*** Source data

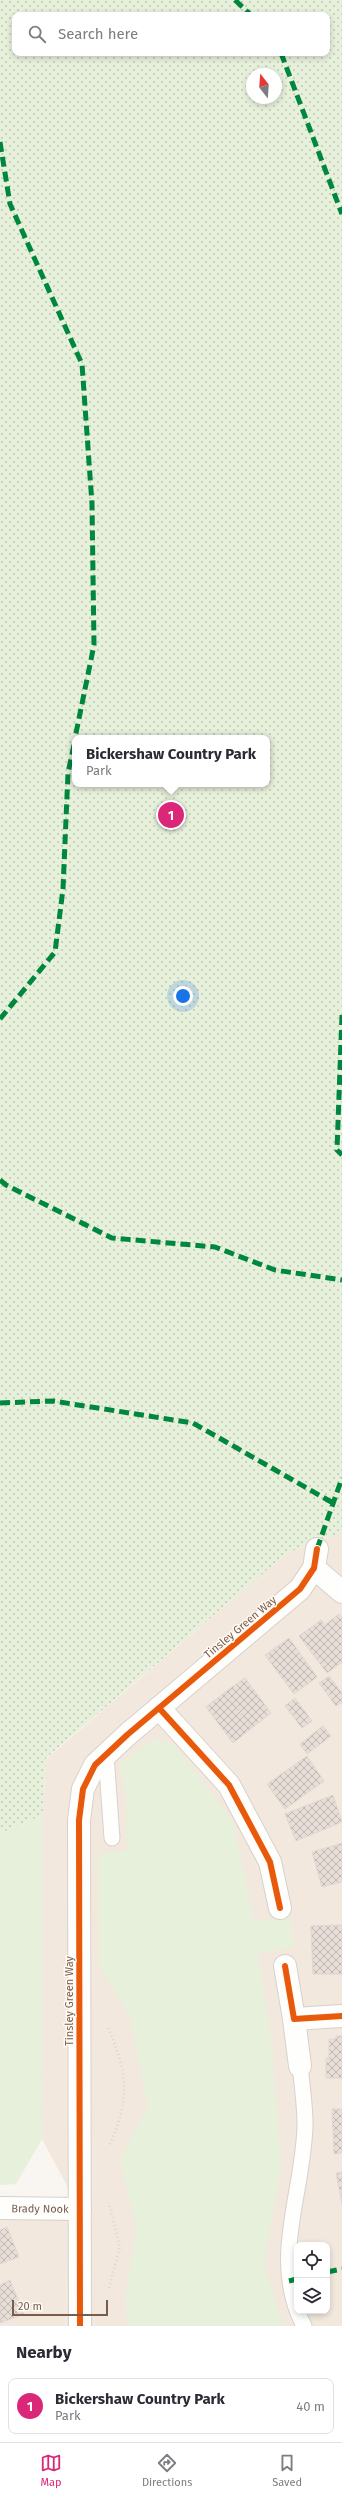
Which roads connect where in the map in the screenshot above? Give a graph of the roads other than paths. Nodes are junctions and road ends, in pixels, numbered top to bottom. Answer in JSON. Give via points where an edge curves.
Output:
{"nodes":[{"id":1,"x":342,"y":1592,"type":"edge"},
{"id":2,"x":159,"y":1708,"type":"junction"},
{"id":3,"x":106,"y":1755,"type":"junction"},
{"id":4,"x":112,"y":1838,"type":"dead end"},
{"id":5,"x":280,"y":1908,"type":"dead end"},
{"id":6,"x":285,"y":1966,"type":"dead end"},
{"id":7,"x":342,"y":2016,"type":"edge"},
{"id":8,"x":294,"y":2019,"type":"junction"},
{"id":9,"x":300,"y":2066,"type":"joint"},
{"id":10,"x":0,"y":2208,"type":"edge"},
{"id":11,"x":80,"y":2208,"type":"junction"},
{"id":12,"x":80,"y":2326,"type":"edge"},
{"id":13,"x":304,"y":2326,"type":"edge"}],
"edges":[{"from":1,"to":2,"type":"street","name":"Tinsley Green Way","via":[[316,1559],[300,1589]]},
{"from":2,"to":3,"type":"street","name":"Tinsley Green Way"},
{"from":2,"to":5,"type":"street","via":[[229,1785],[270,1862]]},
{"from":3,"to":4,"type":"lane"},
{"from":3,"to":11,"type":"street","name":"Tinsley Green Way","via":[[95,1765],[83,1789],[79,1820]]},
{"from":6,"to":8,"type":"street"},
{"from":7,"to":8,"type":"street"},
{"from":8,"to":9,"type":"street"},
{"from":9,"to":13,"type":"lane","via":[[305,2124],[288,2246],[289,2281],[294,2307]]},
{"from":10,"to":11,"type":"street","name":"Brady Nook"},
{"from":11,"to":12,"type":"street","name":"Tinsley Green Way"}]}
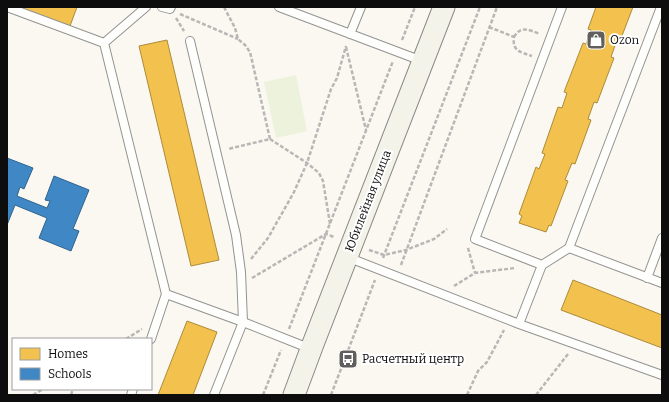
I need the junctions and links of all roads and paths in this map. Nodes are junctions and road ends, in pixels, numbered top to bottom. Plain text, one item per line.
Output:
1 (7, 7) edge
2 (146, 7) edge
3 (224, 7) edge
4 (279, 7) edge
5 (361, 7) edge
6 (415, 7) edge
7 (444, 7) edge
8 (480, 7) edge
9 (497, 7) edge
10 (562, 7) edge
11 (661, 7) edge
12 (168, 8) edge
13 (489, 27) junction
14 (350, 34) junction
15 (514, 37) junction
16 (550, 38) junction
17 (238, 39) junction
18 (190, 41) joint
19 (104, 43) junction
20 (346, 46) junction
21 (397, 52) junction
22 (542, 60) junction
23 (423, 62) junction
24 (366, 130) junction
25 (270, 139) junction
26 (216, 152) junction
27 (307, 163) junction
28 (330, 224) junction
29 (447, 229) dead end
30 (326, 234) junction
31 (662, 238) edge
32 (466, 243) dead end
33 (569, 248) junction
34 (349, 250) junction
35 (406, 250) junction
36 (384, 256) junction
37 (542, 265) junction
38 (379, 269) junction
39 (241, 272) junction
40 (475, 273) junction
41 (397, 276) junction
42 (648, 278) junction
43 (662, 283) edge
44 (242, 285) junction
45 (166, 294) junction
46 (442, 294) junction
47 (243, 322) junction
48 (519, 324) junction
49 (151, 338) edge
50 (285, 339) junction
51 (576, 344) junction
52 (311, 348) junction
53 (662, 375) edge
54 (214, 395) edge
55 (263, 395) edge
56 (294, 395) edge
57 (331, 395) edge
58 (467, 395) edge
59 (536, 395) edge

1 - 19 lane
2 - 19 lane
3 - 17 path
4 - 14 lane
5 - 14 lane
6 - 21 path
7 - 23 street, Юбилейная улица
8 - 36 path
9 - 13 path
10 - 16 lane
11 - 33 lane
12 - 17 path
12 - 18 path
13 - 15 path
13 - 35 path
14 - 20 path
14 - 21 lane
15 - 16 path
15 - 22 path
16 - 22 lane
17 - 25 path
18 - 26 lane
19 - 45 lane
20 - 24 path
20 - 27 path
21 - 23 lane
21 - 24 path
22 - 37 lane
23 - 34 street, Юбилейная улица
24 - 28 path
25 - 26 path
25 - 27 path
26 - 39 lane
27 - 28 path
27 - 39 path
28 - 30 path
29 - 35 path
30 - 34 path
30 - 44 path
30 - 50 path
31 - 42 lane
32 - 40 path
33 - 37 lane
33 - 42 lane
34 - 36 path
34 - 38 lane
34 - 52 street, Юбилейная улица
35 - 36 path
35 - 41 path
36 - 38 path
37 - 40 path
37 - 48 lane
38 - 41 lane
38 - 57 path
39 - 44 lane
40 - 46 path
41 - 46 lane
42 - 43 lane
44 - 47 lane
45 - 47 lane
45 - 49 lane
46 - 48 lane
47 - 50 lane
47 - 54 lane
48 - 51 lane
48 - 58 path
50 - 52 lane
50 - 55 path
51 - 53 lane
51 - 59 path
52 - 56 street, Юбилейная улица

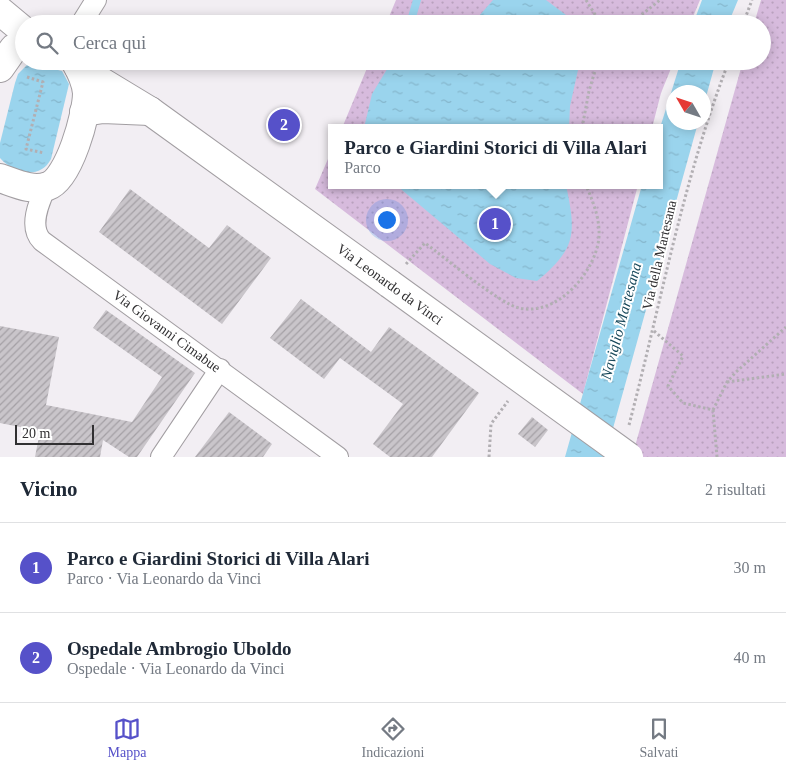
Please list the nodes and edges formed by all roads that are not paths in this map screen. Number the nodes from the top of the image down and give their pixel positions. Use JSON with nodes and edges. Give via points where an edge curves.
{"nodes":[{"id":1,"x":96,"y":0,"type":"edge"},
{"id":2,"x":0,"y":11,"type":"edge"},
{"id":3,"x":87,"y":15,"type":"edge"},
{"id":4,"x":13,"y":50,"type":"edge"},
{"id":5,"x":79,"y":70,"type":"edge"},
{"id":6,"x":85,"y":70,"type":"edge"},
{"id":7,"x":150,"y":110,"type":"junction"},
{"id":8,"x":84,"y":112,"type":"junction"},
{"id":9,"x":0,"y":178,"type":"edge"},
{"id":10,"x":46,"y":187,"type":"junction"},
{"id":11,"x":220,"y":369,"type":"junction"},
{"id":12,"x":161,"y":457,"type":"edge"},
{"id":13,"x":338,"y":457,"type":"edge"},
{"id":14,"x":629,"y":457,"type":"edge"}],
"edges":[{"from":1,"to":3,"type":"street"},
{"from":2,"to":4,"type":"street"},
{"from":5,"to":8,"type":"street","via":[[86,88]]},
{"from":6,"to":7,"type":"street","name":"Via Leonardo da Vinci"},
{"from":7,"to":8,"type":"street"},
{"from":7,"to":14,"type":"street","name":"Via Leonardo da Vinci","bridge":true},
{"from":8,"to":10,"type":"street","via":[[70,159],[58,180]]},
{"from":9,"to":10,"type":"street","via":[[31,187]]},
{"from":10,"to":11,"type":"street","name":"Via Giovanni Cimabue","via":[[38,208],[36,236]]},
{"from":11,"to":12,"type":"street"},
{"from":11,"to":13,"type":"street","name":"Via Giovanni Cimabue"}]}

******

> Action item:
Give the number of lines in the records that hold the word "joint", with no other words.

> The completed task:
2